For his AFSCME local, however, the lieutenant has nothing but praise: “The president — Tom Eppinger — has been outstanding. He even offered to loan me money out of his own pocket.”
Bob Ziehl, Local 1931: ‘You’ve Got Lung Disease‘
Picture a middle-aged man tethered to an oxygen tank around the clock while he cares for himself and his Alzheimer-stricken mother. That was Bob Ziehl’s plight for two years. And with his pay at first suspended and then reduced, he had to fund even that difficult existence himself, cashing in a lifeinsurance policy to do so.
Lung disease was the culprit. Ziehl did not work at Ground Zero, on 9/11 or later. But, breath after breath, he inhaled literal snootfuls of dust as city vehicles from Ground Zero rumbled through his workplace — Manhattan’s Queens Midtown Tunnel — spreading pollutants as they went.
Others on his crew, all members of Local 1931, seem to have emerged without serious problems, but not Ziehl. Seven weeks after the terrorist attacks, coughing and short of breath, he was told by a doctor, “Get into a hospital. You’ve got lung disease.” Ziehl says with a shrug, “Nobody in our tunnel crew was wearing a mask all that time. Who knew?” Alarmed by his test results, doctors ordered him to rest at home. Wherever he went, the cord from his oxygen tank trailed along.
Test after test followed, as did a steady intake of steroids and other drugs. Although they were covered, he soon lost his income. His desperation went beyond financial: “If I didn’t live, what would happen to my mother?”
His health gradually improved, and afraid he’d lose his job altogether if he stayed away longer, he eventually resumed work, placing his mother in a nursing home in order to do so.
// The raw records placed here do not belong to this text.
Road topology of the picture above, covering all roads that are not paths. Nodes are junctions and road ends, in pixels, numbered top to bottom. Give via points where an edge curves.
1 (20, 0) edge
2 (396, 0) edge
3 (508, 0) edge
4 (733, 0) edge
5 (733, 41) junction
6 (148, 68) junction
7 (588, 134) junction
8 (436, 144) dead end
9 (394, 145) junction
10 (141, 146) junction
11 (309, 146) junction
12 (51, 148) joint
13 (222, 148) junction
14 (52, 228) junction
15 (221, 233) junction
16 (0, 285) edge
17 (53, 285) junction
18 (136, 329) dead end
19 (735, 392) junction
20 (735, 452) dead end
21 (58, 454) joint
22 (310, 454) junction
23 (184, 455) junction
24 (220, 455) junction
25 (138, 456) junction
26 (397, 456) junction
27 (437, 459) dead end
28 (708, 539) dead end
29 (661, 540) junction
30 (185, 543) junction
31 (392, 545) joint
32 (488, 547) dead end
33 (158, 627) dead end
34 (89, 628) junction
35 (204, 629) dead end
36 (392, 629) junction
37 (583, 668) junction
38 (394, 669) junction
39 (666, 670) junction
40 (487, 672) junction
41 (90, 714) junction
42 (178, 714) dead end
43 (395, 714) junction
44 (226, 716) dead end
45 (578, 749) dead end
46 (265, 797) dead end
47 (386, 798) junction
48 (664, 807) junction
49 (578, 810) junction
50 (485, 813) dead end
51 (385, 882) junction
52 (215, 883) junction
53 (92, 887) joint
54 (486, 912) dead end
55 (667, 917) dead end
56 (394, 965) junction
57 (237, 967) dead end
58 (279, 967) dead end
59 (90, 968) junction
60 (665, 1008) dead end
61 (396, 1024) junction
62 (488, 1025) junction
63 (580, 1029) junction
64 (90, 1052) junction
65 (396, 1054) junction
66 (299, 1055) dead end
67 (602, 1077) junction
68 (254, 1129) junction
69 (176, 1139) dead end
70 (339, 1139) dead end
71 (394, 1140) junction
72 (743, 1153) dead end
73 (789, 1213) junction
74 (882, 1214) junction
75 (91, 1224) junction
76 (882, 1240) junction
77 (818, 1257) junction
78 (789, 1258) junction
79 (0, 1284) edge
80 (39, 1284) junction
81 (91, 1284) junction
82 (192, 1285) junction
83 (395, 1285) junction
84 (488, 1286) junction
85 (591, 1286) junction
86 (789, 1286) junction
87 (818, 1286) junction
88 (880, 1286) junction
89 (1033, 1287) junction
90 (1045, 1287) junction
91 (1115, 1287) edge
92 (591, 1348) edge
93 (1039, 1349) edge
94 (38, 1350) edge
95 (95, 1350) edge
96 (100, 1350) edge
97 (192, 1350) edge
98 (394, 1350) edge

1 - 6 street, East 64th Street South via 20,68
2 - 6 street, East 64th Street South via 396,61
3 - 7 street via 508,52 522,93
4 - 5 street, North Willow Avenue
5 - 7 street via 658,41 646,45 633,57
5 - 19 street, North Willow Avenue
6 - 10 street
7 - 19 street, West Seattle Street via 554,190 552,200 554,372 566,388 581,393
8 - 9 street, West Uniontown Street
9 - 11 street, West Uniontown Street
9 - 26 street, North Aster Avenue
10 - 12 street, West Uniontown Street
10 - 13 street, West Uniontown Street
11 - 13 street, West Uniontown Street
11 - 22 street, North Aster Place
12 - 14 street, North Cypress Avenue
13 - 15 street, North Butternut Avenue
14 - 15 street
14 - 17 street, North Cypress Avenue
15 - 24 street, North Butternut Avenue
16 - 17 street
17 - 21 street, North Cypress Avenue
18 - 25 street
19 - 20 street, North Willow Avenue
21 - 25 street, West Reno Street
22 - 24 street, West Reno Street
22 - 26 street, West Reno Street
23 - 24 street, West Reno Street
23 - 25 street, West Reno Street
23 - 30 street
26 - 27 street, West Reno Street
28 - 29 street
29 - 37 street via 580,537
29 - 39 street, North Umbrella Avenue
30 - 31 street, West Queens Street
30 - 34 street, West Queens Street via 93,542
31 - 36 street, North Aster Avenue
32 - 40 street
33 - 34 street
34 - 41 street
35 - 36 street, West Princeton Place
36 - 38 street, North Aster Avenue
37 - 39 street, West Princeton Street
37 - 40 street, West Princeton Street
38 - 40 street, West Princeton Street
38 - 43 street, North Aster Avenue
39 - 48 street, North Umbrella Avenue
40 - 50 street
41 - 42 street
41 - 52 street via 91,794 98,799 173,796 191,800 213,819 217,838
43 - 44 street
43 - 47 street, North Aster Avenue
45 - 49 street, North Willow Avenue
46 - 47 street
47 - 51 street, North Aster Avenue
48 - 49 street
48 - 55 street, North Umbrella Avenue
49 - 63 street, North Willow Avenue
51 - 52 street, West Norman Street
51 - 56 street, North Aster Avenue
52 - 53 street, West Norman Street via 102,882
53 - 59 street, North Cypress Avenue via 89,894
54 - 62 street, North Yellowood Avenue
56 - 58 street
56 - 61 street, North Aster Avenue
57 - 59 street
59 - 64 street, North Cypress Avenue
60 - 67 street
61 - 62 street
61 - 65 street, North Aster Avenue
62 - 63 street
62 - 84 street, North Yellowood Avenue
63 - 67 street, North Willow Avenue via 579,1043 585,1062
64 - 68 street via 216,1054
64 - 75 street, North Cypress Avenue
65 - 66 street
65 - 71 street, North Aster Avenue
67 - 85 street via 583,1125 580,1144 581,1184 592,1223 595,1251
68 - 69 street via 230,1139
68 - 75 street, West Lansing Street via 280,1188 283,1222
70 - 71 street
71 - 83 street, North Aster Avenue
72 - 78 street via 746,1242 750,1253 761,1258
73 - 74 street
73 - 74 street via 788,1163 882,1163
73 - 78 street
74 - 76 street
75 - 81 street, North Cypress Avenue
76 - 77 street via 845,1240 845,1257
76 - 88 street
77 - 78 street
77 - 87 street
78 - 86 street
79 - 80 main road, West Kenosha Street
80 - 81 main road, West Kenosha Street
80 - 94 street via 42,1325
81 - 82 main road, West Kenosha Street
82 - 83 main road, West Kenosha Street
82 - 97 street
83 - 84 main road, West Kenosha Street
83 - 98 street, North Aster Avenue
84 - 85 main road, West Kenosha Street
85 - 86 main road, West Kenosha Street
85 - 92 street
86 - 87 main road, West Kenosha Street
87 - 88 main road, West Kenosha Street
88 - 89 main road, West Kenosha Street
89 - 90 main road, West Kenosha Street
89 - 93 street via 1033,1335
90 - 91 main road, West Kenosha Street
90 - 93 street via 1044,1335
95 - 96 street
A final injury: Ziehl received no pension credit for the two years he was disabled.
William Gleason, Local 3621: ‘I’ve Been to 87 Funerals’
Because he’s a friendly guy who has put on magic shows for workers around the city, Bill Gleason has paid a stunning psychological price for 9/11: “I knew 141 people who got killed that day, and I’ve been to 87 of their funerals.” He worries, with reason, that his own funeral might be number 88.
Gleason worked in the thick of things from Sept. 11 through 14, and kept returning to Ground Zero for weeks. After only a day, he couldn’t breathe through his nose. Did he worry? “Nah. I told myself, ‘With all this going on, I don’t have the right to complain.’” Yet not long after came respiratory disease and — medically connected, experts said — appendicitis. Then came a sinus emergency. In each case, he had surgery and returned to work after a three-week recovery. But the cumulative damage was grave: An exam revealed a 28–30 percent decrease in pulmonary function.
Still Gleason reported for duty. “I couldn’t say no. I had buried so many of my friends, and so many other people were missing.” March 2004 brought a massive asthma attack. Doctors told him to put in for retirement, and when the attacks continued, he did so. Retired now for more than two years,
he gets to spend more time with his family and work with a Boy Scout troop. Each day, however, he suffers through several asthma attacks; and each month, his meds and anti-asthma shots cost a staggering $7,000. Although his insurance company pays those bills, it doesn’t always pay on time, subjecting him to harassment from collection agencies.
“They say all this has cost us at least 12 years of our lives,” muses the 46-year-old Gleason. “I figure I won’t see 70.”